The teeth came back into view. Now he wasn't smirking; he was grinning again, too tickled by the punchline of his story.

"Because they don't check in bodybags for bottles of wine!"

Reply

posterboywraith October 29 2010, 03:28:06 UTC
Face chuckled at the dramatic gesture, since that was clearly the punch-line of the story. It brought up more questions than it answered though; how this man had gotten access to the kitchens, or wherever it had been stored. Not to mention the bodybag comment.

"Do you still have it?" He asked, staying good natured while starting his interrogation. "Or did you drink it all?"

Reply

stedelweiss_pt October 29 2010, 03:51:55 UTC
"...ehhhhhhhh."

Probably, the way the man's face contorted at Face's question was meant to be a frown. Or as much of one as he could manage -- but it was little more than a death's head grin, twisted up where it meant to go down and stretching wider, rather than pulling in the right directions. His nose and brow wrinkled in a mesh of scars and curled flesh.

"They threw it out. Bastards! I only left it for one night, but..."

He looks down towards the floor, and his eyes almost glaze. As if it were a strain to remember, now that there was a need for details.
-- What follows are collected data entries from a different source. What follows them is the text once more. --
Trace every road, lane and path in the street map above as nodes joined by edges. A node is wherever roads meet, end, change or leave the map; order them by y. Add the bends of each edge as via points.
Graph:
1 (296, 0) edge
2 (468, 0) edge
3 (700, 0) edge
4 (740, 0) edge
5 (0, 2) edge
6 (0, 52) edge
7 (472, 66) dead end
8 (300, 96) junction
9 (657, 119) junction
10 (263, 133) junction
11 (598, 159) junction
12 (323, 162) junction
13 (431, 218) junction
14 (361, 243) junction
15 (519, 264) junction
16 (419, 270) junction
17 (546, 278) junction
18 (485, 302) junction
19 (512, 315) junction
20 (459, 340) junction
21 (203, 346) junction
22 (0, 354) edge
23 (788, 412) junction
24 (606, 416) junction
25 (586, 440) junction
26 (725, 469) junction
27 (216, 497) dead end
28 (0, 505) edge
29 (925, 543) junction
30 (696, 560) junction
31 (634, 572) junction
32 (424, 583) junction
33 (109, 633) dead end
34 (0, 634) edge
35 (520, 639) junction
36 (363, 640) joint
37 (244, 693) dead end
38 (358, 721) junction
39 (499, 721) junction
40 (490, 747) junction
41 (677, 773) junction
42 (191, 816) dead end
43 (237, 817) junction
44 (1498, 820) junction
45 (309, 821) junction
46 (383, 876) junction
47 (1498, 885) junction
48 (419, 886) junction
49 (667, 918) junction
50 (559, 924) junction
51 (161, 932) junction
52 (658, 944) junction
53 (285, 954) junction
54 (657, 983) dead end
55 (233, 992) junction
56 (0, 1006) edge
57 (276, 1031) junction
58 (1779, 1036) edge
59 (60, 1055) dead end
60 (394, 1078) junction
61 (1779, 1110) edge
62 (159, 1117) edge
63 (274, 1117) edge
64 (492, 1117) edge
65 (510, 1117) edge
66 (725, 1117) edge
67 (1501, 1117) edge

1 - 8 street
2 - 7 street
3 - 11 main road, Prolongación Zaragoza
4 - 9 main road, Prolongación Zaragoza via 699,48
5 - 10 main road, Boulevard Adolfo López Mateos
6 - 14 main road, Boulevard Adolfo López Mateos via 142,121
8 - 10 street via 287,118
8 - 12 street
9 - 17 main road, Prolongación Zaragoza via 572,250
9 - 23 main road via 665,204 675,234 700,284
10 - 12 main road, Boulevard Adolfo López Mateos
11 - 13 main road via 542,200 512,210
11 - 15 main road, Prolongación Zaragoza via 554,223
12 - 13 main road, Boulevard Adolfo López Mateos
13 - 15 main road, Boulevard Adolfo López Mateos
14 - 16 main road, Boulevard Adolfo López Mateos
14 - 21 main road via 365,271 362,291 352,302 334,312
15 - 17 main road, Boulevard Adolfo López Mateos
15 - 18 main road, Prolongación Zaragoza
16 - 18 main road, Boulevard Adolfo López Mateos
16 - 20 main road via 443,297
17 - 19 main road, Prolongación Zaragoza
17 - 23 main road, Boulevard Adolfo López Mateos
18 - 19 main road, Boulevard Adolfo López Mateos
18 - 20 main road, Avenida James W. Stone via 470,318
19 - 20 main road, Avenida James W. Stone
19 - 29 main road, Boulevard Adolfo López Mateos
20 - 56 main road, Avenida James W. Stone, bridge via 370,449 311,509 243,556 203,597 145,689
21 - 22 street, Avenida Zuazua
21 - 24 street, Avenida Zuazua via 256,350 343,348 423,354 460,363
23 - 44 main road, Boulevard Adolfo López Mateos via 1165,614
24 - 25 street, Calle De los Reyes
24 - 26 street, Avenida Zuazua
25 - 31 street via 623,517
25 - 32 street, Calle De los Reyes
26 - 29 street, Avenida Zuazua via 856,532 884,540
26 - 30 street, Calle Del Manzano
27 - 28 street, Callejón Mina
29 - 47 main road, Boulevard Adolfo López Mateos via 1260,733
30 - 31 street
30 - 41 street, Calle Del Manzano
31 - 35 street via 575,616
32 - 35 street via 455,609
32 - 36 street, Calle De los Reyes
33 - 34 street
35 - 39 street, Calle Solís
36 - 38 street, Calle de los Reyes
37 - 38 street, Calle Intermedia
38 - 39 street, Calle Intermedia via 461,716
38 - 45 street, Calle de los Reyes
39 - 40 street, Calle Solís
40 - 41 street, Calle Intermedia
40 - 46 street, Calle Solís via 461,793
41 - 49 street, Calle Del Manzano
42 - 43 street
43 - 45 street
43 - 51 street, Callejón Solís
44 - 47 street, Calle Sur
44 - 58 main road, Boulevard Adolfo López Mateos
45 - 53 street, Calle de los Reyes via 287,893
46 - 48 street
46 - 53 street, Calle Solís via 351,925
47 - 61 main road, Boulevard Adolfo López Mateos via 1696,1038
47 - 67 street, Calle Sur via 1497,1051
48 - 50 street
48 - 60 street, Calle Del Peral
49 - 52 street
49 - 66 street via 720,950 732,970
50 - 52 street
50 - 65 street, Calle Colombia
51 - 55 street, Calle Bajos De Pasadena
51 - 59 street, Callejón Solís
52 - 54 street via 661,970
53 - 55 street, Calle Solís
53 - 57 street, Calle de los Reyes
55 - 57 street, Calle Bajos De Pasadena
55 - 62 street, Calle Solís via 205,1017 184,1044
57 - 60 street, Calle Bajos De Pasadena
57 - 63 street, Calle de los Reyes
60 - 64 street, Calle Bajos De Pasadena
"But - they'd already tossed the body, hadn't they? Tossed it out, tossed it with my wine. I went through the morgue looking for the bag, and...well! They never caught me, anyway. Or found the key I used! The bastards!"

Reply

posterboywraith November 1 2010, 02:17:46 UTC
"Key?" Face asked, trying not to perk up too much, at least not in the sort of way that would startle the crazy person. No, he kept it as calm and friendly as ever even as he focused in sharply on that particular word. "What key?" It almost did not matter what it was to. At this point any little resource helped.

Reply

stedelweiss_pt November 1 2010, 14:51:20 UTC
The look that settled onto the man's face at that question was an absolutely strange one, eyes dull, brows low, but smile still huge. It would probably take a moment to realize this was his attempt at a disdainful stare. He sighed and spoke loud and slow to Face:

"Eh, imbecile. I only just said - the key I got into the morgue with. The morgue key. Took it off some watchman from the other wing, some watchman. You should pretend like you've got enough brains to listen, imbecile."

And he slumped backwards once more, his apparent frustration fading back into a serene - as serene as he could muster - expression.

"I don't think they ever found it, after. Shoved it in a book in the library. Some novel. Carmilla. No one read in there, then, either. Not enough, not enough brains then, either."

Reply

posterboywraith November 3 2010, 04:28:03 UTC
Well that was a piece of information Face was going to investigate as soon as this conversation was over. Hopefully no staff members had stumbled across the key in the time since this prisoner had hidden it.

"That was smart of you." He complimented, not in the least bit upset about the imbecile comment. What were a few insults if they got him exciting things like keys?